WHAT THE TASK REQUIRES =
Leave every picture out and write out the records below exactly.

Saved data entries
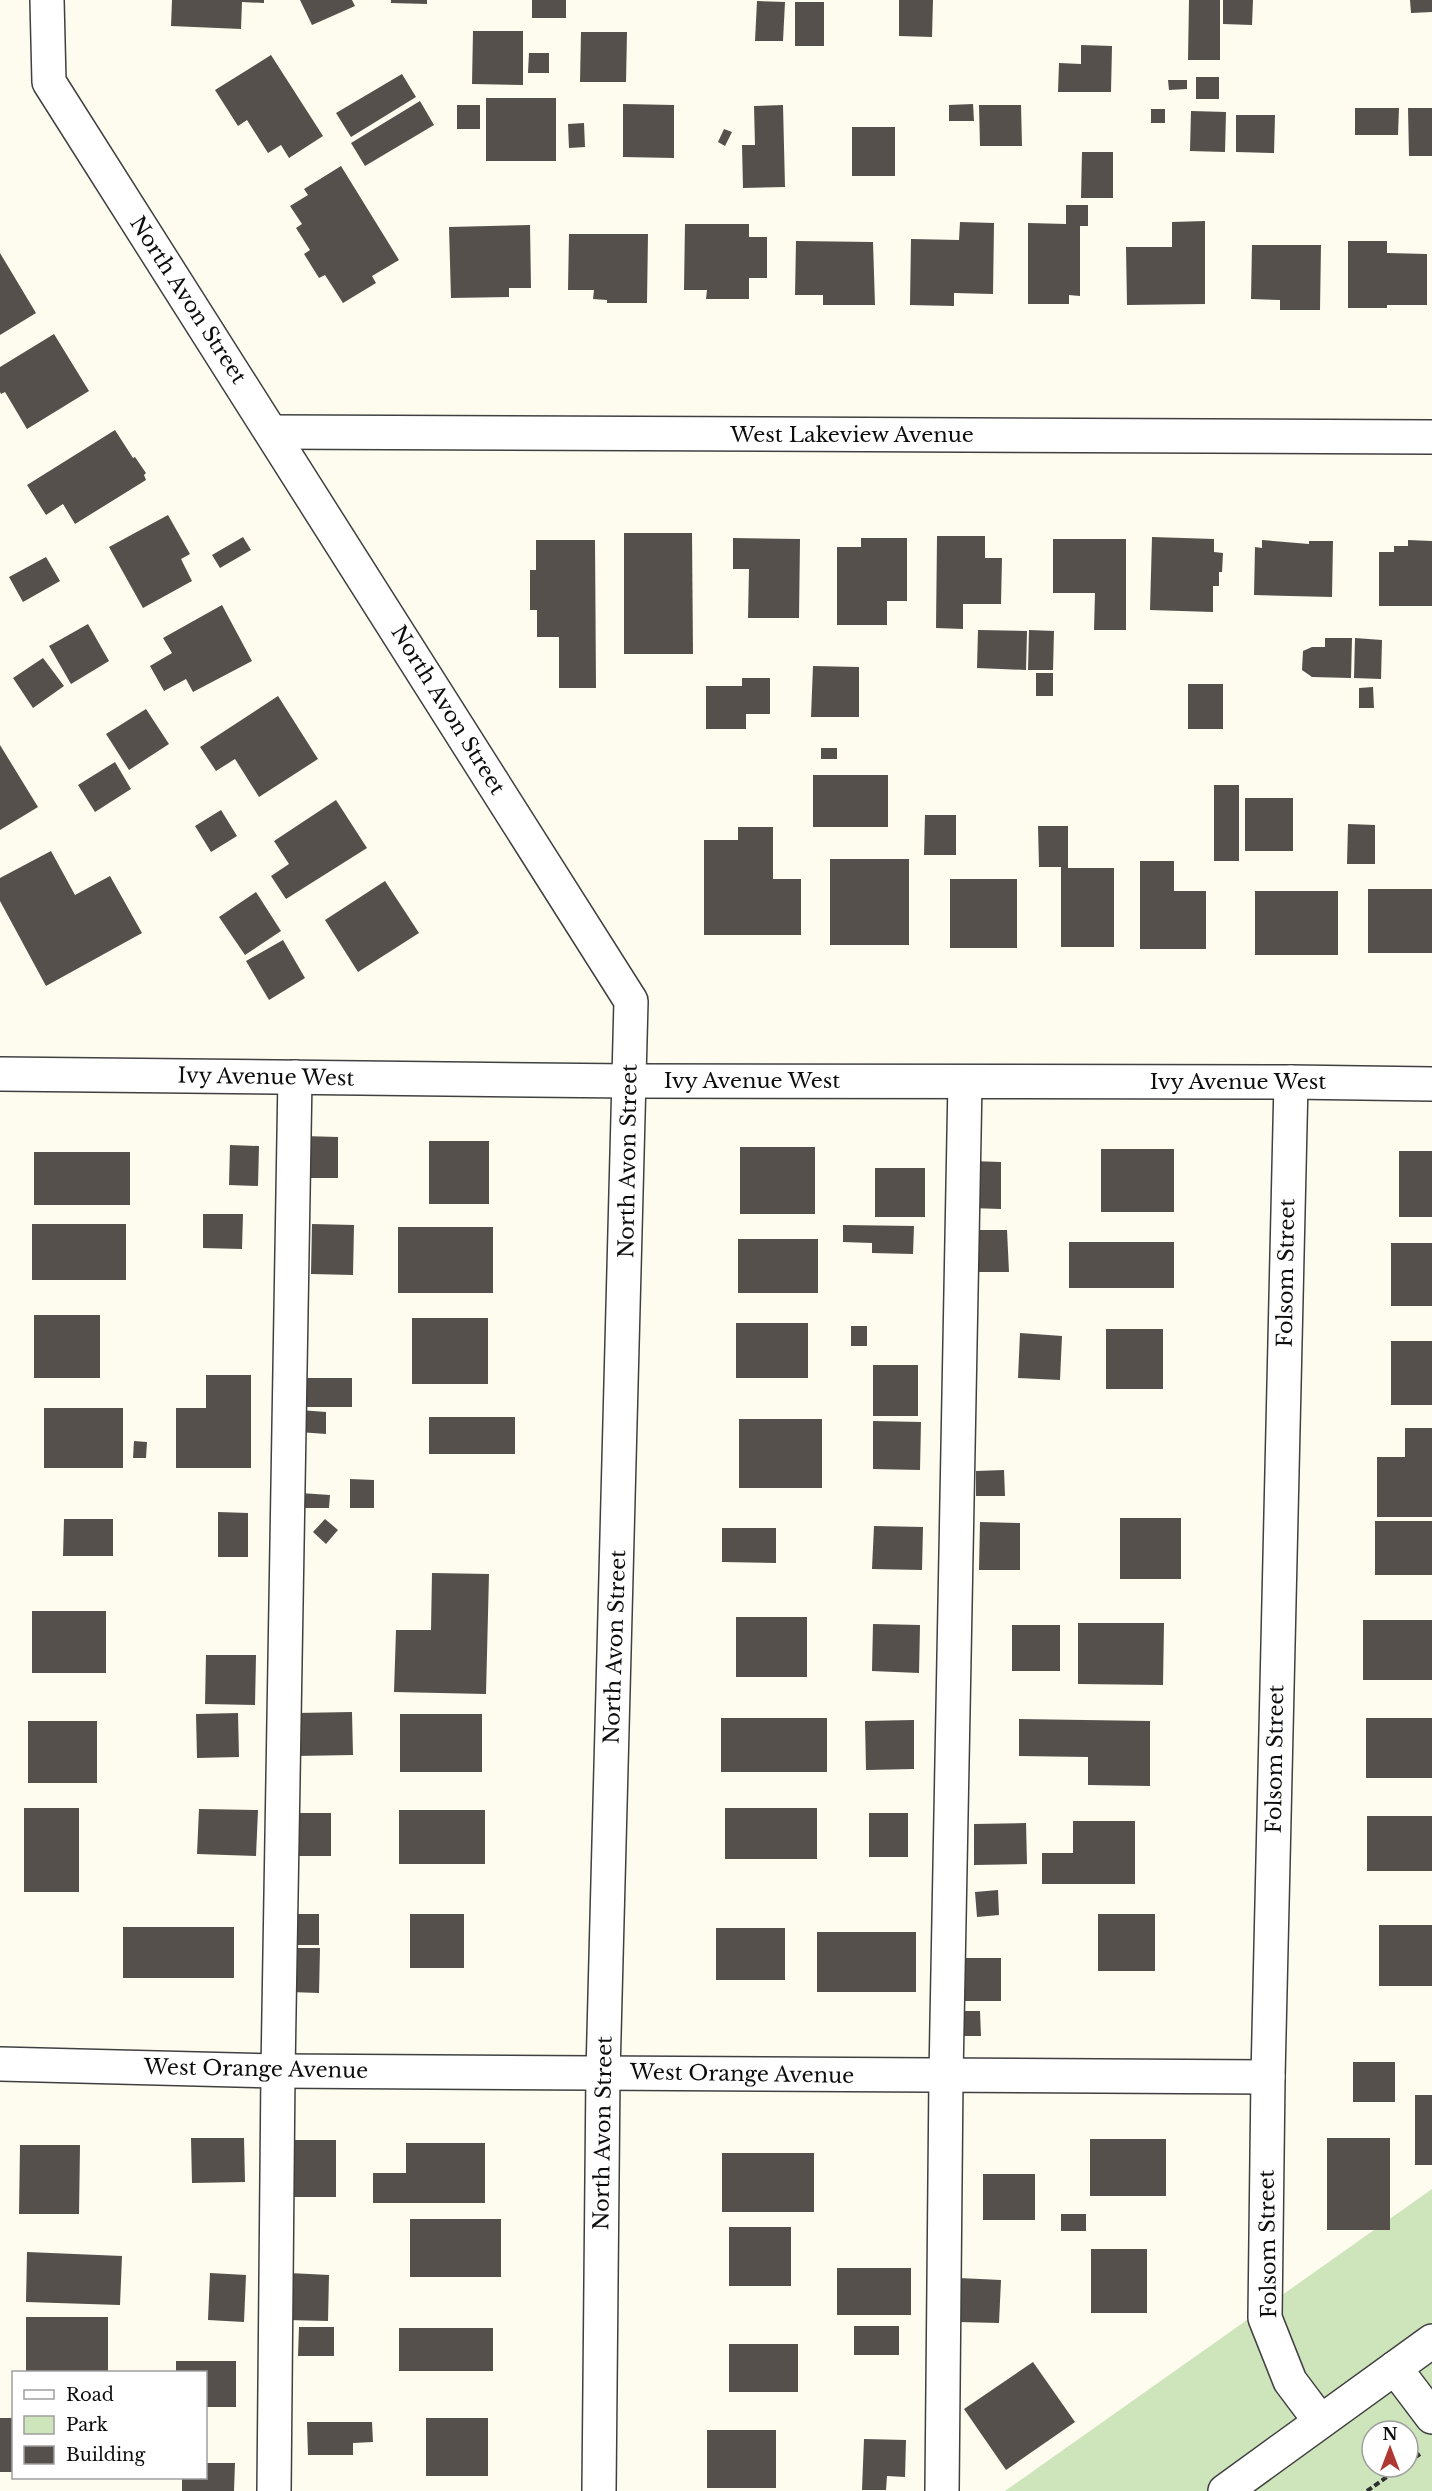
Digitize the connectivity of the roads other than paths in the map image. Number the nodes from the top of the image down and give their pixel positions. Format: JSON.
{"nodes":[{"id":1,"x":48,"y":0,"type":"edge"},
{"id":2,"x":272,"y":432,"type":"junction"},
{"id":3,"x":1432,"y":437,"type":"edge"},
{"id":4,"x":0,"y":1074,"type":"edge"},
{"id":5,"x":295,"y":1077,"type":"junction"},
{"id":6,"x":630,"y":1081,"type":"junction"},
{"id":7,"x":965,"y":1082,"type":"junction"},
{"id":8,"x":1291,"y":1082,"type":"junction"},
{"id":9,"x":1432,"y":1084,"type":"edge"},
{"id":10,"x":0,"y":2064,"type":"edge"},
{"id":11,"x":278,"y":2071,"type":"junction"},
{"id":12,"x":603,"y":2073,"type":"junction"},
{"id":13,"x":946,"y":2076,"type":"junction"},
{"id":14,"x":1268,"y":2077,"type":"junction"},
{"id":15,"x":1432,"y":2341,"type":"edge"},
{"id":16,"x":1395,"y":2368,"type":"junction"},
{"id":17,"x":1432,"y":2417,"type":"edge"},
{"id":18,"x":1320,"y":2421,"type":"junction"},
{"id":19,"x":274,"y":2491,"type":"edge"},
{"id":20,"x":599,"y":2491,"type":"edge"},
{"id":21,"x":942,"y":2491,"type":"edge"},
{"id":22,"x":1225,"y":2491,"type":"edge"}],
"edges":[{"from":1,"to":2,"type":"street","name":"North Avon Street"},
{"from":2,"to":3,"type":"street","name":"West Lakeview Avenue"},
{"from":2,"to":6,"type":"street","name":"North Avon Street"},
{"from":4,"to":5,"type":"street","name":"Ivy Avenue West"},
{"from":5,"to":6,"type":"street","name":"Ivy Avenue West"},
{"from":5,"to":11,"type":"street"},
{"from":6,"to":7,"type":"street","name":"Ivy Avenue West"},
{"from":6,"to":12,"type":"street","name":"North Avon Street"},
{"from":7,"to":8,"type":"street","name":"Ivy Avenue West"},
{"from":7,"to":13,"type":"street"},
{"from":8,"to":9,"type":"street","name":"Ivy Avenue West"},
{"from":8,"to":14,"type":"street","name":"Folsom Street"},
{"from":10,"to":11,"type":"street","name":"West Orange Avenue"},
{"from":11,"to":12,"type":"street","name":"West Orange Avenue"},
{"from":11,"to":19,"type":"street"},
{"from":12,"to":13,"type":"street","name":"West Orange Avenue"},
{"from":12,"to":20,"type":"street","name":"North Avon Street"},
{"from":13,"to":14,"type":"street","name":"West Orange Avenue"},
{"from":13,"to":21,"type":"street"},
{"from":14,"to":18,"type":"street","name":"Folsom Street"},
{"from":15,"to":16,"type":"street"},
{"from":16,"to":17,"type":"street"},
{"from":16,"to":18,"type":"street"},
{"from":18,"to":22,"type":"street"}]}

REPLY =
Digitize the connectivity of the roads other than paths in the map image. Number the nodes from the top of the image down and give their pixel positions. Format: JSON.
{"nodes":[{"id":1,"x":48,"y":0,"type":"edge"},
{"id":2,"x":272,"y":432,"type":"junction"},
{"id":3,"x":1432,"y":437,"type":"edge"},
{"id":4,"x":0,"y":1074,"type":"edge"},
{"id":5,"x":295,"y":1077,"type":"junction"},
{"id":6,"x":630,"y":1081,"type":"junction"},
{"id":7,"x":965,"y":1082,"type":"junction"},
{"id":8,"x":1291,"y":1082,"type":"junction"},
{"id":9,"x":1432,"y":1084,"type":"edge"},
{"id":10,"x":0,"y":2064,"type":"edge"},
{"id":11,"x":278,"y":2071,"type":"junction"},
{"id":12,"x":603,"y":2073,"type":"junction"},
{"id":13,"x":946,"y":2076,"type":"junction"},
{"id":14,"x":1268,"y":2077,"type":"junction"},
{"id":15,"x":1432,"y":2341,"type":"edge"},
{"id":16,"x":1395,"y":2368,"type":"junction"},
{"id":17,"x":1432,"y":2417,"type":"edge"},
{"id":18,"x":1320,"y":2421,"type":"junction"},
{"id":19,"x":274,"y":2491,"type":"edge"},
{"id":20,"x":599,"y":2491,"type":"edge"},
{"id":21,"x":942,"y":2491,"type":"edge"},
{"id":22,"x":1225,"y":2491,"type":"edge"}],
"edges":[{"from":1,"to":2,"type":"street","name":"North Avon Street"},
{"from":2,"to":3,"type":"street","name":"West Lakeview Avenue"},
{"from":2,"to":6,"type":"street","name":"North Avon Street"},
{"from":4,"to":5,"type":"street","name":"Ivy Avenue West"},
{"from":5,"to":6,"type":"street","name":"Ivy Avenue West"},
{"from":5,"to":11,"type":"street"},
{"from":6,"to":7,"type":"street","name":"Ivy Avenue West"},
{"from":6,"to":12,"type":"street","name":"North Avon Street"},
{"from":7,"to":8,"type":"street","name":"Ivy Avenue West"},
{"from":7,"to":13,"type":"street"},
{"from":8,"to":9,"type":"street","name":"Ivy Avenue West"},
{"from":8,"to":14,"type":"street","name":"Folsom Street"},
{"from":10,"to":11,"type":"street","name":"West Orange Avenue"},
{"from":11,"to":12,"type":"street","name":"West Orange Avenue"},
{"from":11,"to":19,"type":"street"},
{"from":12,"to":13,"type":"street","name":"West Orange Avenue"},
{"from":12,"to":20,"type":"street","name":"North Avon Street"},
{"from":13,"to":14,"type":"street","name":"West Orange Avenue"},
{"from":13,"to":21,"type":"street"},
{"from":14,"to":18,"type":"street","name":"Folsom Street"},
{"from":15,"to":16,"type":"street"},
{"from":16,"to":17,"type":"street"},
{"from":16,"to":18,"type":"street"},
{"from":18,"to":22,"type":"street"}]}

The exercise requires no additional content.